Coordinated attacks kill 162 in Nigeria
Coordinated bomb attacks targeting security forces and gun battles have killed at least 162 people in Nigeria's second-largest city of Kano, with bodies littering the streets yesterday.
A curfew was imposed on Kano in Nigeria's mainly Muslim north after it exploded into violence on Friday evening, with eight police and immigration offices or residences targeted.
The main newspaper in the north said that a purported spokesman for Islamist group Boko Haram had claimed responsibility for the violence, saying it was in response to authorities' refusal to release their members from custody.
Scores of such attacks in Nigeria's north have been blamed on Boko Haram.
Some 20 huge blasts could be heard in the city as a suicide bomber attacked a regional police office and a car bomb rocked the outside of state police headquarters after the attacker fled and was shot dead, police sources said.
A number of other police posts were targeted, including a secret police building, as well as immigration offices.
Gunshots rang out in several areas, and a local television journalist was among those shot dead as he covered the unrest.
An AFP correspondent counted at least 80 bodies in the morgue at Kano's main hospital, many of them with gunshot wounds. Around 100 people waited outside the morgue to collect their relatives' remains.
Residents also reported bodies in the streets, as officials from the Red Cross and the National Emergency Management Agency were working to collect corpses and deliver them to morgues.

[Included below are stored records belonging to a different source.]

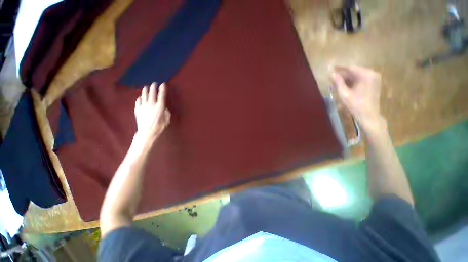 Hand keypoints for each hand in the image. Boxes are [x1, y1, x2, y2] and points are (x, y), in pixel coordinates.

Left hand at [134, 82, 170, 143]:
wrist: (147, 131)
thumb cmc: (159, 126)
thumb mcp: (167, 120)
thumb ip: (167, 113)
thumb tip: (164, 109)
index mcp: (160, 106)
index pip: (162, 95)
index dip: (162, 89)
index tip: (163, 84)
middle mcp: (151, 104)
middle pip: (152, 93)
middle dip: (153, 87)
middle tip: (154, 83)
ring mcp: (143, 106)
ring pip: (144, 95)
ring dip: (145, 90)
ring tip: (146, 87)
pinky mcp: (137, 109)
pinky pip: (138, 101)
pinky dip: (140, 98)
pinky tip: (140, 97)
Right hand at [330, 65, 385, 131]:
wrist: (368, 115)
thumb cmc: (355, 105)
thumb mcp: (344, 93)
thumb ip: (337, 82)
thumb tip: (331, 73)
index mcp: (366, 75)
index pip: (350, 68)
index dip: (339, 68)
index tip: (330, 68)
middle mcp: (372, 73)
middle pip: (354, 71)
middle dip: (342, 74)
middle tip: (331, 78)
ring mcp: (374, 78)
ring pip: (357, 75)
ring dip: (346, 78)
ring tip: (335, 82)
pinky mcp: (374, 83)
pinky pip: (361, 79)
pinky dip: (352, 81)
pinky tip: (344, 85) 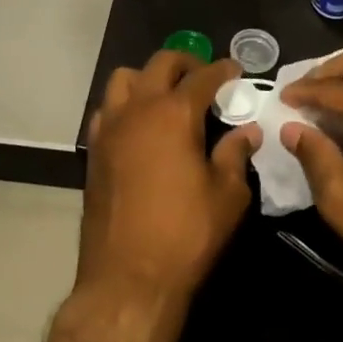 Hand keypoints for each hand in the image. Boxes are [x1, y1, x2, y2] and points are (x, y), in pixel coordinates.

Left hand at [79, 52, 258, 308]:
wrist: (127, 279)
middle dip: (186, 62)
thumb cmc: (185, 235)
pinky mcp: (94, 151)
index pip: (203, 76)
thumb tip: (248, 131)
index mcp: (174, 113)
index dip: (223, 69)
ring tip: (167, 97)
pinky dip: (125, 105)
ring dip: (148, 78)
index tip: (235, 70)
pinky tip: (140, 127)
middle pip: (160, 64)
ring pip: (124, 79)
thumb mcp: (227, 196)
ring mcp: (110, 128)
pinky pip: (107, 110)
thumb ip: (236, 155)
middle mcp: (138, 109)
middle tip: (204, 77) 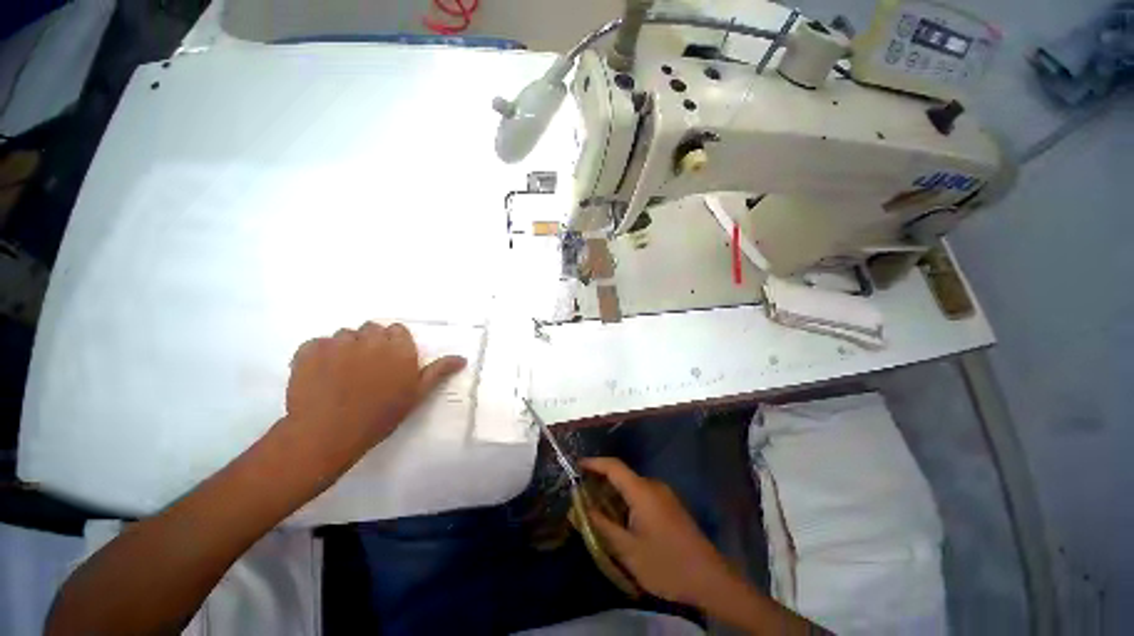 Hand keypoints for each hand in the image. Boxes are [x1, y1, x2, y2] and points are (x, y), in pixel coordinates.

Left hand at [284, 322, 465, 467]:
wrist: (327, 434)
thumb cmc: (379, 416)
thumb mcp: (416, 395)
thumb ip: (438, 372)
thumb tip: (463, 358)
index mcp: (399, 347)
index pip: (397, 330)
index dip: (393, 345)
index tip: (389, 362)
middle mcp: (371, 338)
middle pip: (371, 329)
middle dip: (370, 343)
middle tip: (366, 368)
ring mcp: (338, 342)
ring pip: (344, 335)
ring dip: (345, 347)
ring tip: (341, 373)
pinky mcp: (309, 349)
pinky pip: (317, 343)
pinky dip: (318, 354)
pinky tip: (319, 374)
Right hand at [582, 457, 736, 606]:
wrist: (710, 579)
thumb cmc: (666, 564)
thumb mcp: (628, 550)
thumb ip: (602, 526)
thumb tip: (579, 510)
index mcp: (642, 491)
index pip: (613, 466)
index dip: (594, 463)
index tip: (576, 466)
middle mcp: (653, 486)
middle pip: (622, 476)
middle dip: (601, 483)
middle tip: (582, 497)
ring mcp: (664, 495)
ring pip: (632, 487)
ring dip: (614, 495)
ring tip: (597, 511)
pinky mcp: (670, 506)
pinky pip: (642, 496)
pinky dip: (626, 502)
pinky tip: (620, 521) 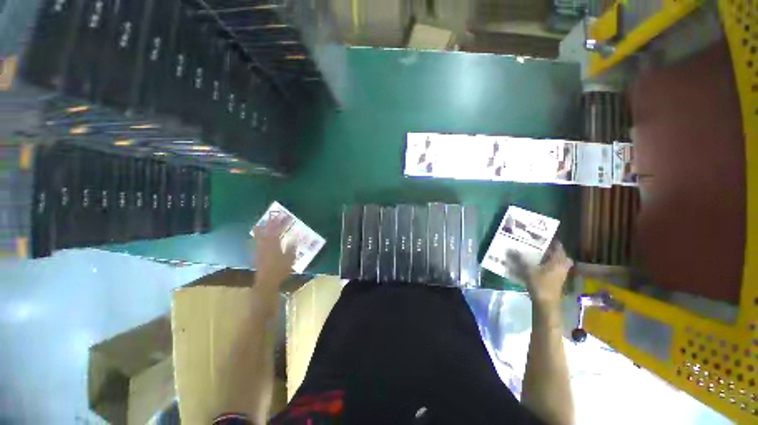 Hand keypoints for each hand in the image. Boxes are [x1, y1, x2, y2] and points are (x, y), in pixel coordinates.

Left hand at [252, 218, 295, 288]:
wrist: (266, 282)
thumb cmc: (280, 270)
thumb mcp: (290, 259)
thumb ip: (292, 248)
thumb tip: (295, 239)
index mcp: (274, 244)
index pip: (277, 230)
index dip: (280, 222)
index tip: (284, 216)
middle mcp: (264, 244)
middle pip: (265, 230)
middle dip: (269, 222)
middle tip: (272, 216)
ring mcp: (259, 249)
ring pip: (258, 235)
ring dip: (261, 228)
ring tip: (263, 223)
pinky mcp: (256, 254)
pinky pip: (256, 241)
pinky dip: (258, 236)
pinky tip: (259, 237)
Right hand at [508, 242, 572, 308]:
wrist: (546, 303)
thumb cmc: (540, 284)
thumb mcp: (528, 270)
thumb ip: (519, 259)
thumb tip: (510, 248)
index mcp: (558, 261)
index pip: (559, 247)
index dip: (553, 241)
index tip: (543, 237)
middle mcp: (562, 267)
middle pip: (562, 256)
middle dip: (553, 251)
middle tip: (542, 247)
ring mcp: (561, 275)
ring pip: (559, 263)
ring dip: (551, 259)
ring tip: (539, 256)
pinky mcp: (557, 281)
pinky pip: (555, 270)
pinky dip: (549, 267)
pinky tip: (538, 267) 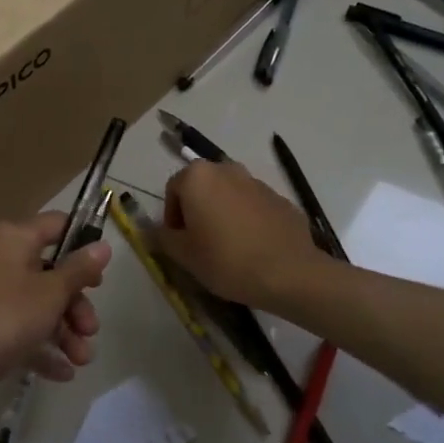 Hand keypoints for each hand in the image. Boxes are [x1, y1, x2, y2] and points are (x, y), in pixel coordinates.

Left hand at [0, 212, 110, 407]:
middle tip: (91, 329)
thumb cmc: (6, 315)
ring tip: (81, 360)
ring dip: (65, 332)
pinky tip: (63, 373)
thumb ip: (79, 270)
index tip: (102, 270)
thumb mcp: (51, 292)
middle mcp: (3, 261)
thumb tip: (103, 246)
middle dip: (77, 304)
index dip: (83, 243)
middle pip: (52, 273)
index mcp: (16, 240)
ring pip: (40, 306)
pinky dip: (43, 349)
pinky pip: (24, 332)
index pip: (57, 225)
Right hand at [160, 160, 326, 307]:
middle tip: (199, 243)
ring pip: (229, 195)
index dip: (171, 217)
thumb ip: (163, 238)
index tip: (178, 242)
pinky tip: (252, 248)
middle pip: (202, 187)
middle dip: (197, 211)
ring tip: (228, 248)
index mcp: (198, 177)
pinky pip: (253, 207)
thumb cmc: (226, 260)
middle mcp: (227, 169)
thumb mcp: (184, 255)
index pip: (173, 189)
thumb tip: (154, 231)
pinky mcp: (280, 199)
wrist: (290, 273)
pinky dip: (247, 221)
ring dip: (222, 214)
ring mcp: (257, 182) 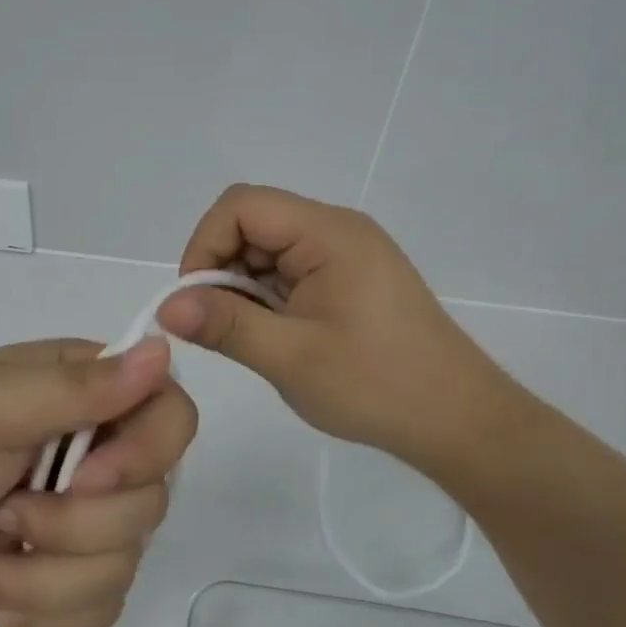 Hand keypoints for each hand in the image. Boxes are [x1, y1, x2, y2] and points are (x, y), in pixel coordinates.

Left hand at [0, 337, 195, 626]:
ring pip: (125, 563)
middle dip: (69, 525)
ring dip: (39, 575)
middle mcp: (109, 449)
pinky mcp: (83, 573)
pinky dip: (38, 610)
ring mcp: (100, 516)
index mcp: (94, 392)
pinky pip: (102, 607)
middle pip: (152, 501)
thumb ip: (76, 386)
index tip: (85, 479)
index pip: (172, 416)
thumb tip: (163, 350)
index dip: (144, 455)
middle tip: (3, 511)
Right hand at [157, 184, 524, 471]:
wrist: (459, 420)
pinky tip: (275, 335)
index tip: (195, 300)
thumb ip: (225, 324)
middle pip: (253, 222)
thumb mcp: (291, 358)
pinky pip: (290, 268)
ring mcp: (346, 252)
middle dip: (222, 268)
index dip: (205, 244)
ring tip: (253, 337)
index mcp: (328, 233)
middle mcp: (337, 229)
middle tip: (219, 326)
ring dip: (243, 286)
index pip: (242, 206)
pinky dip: (267, 296)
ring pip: (268, 248)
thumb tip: (166, 306)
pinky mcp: (350, 277)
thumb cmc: (378, 386) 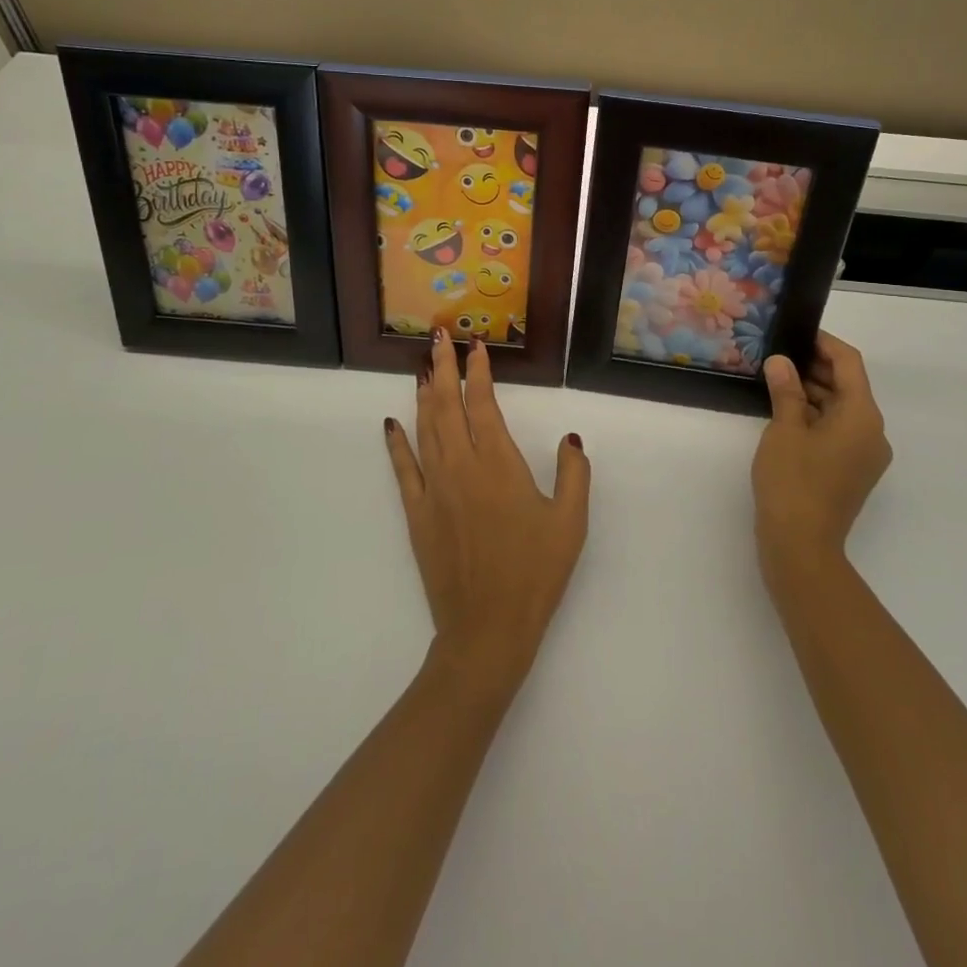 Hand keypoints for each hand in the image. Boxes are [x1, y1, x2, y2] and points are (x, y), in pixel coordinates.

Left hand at [384, 328, 590, 695]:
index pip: (482, 403)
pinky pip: (403, 468)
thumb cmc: (535, 573)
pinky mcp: (417, 513)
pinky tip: (392, 423)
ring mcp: (433, 488)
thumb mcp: (570, 522)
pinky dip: (397, 442)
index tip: (475, 345)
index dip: (478, 371)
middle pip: (446, 405)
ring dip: (422, 395)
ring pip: (424, 428)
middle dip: (442, 368)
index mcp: (498, 463)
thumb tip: (570, 436)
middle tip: (439, 338)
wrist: (487, 628)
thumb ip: (574, 473)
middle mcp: (461, 465)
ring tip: (421, 368)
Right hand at [751, 331, 892, 589]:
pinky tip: (784, 412)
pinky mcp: (850, 472)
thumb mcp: (784, 429)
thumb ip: (786, 390)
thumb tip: (781, 362)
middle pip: (847, 386)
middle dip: (814, 368)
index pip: (849, 364)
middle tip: (778, 355)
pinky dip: (814, 417)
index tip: (797, 333)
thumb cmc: (793, 481)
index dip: (824, 344)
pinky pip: (836, 431)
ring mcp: (863, 455)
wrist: (801, 546)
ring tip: (775, 380)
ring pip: (840, 410)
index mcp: (862, 416)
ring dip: (811, 393)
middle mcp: (872, 432)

A police source on condition of anonymity said dozens were killed.
President Goodluck Jonathan declared a state of emergency on December 31 in parts of four states hard hit by attacks blamed on Boko Haram.
But the limitations of the Nigerian authorities were recently highlighted when the alleged mastermind of a Christmas Day attack outside a church that killed 44 people escaped police custody in suspicious circumstances.
Attacks specifically targeting Christians have also given rise to fears of a wider religious conflict in the country, with Christian leaders warning they would defend themselves. Some have even evoked the possibility of civil war.
However, attacks blamed on Boko Haram have included a wide range of targets, including Muslims.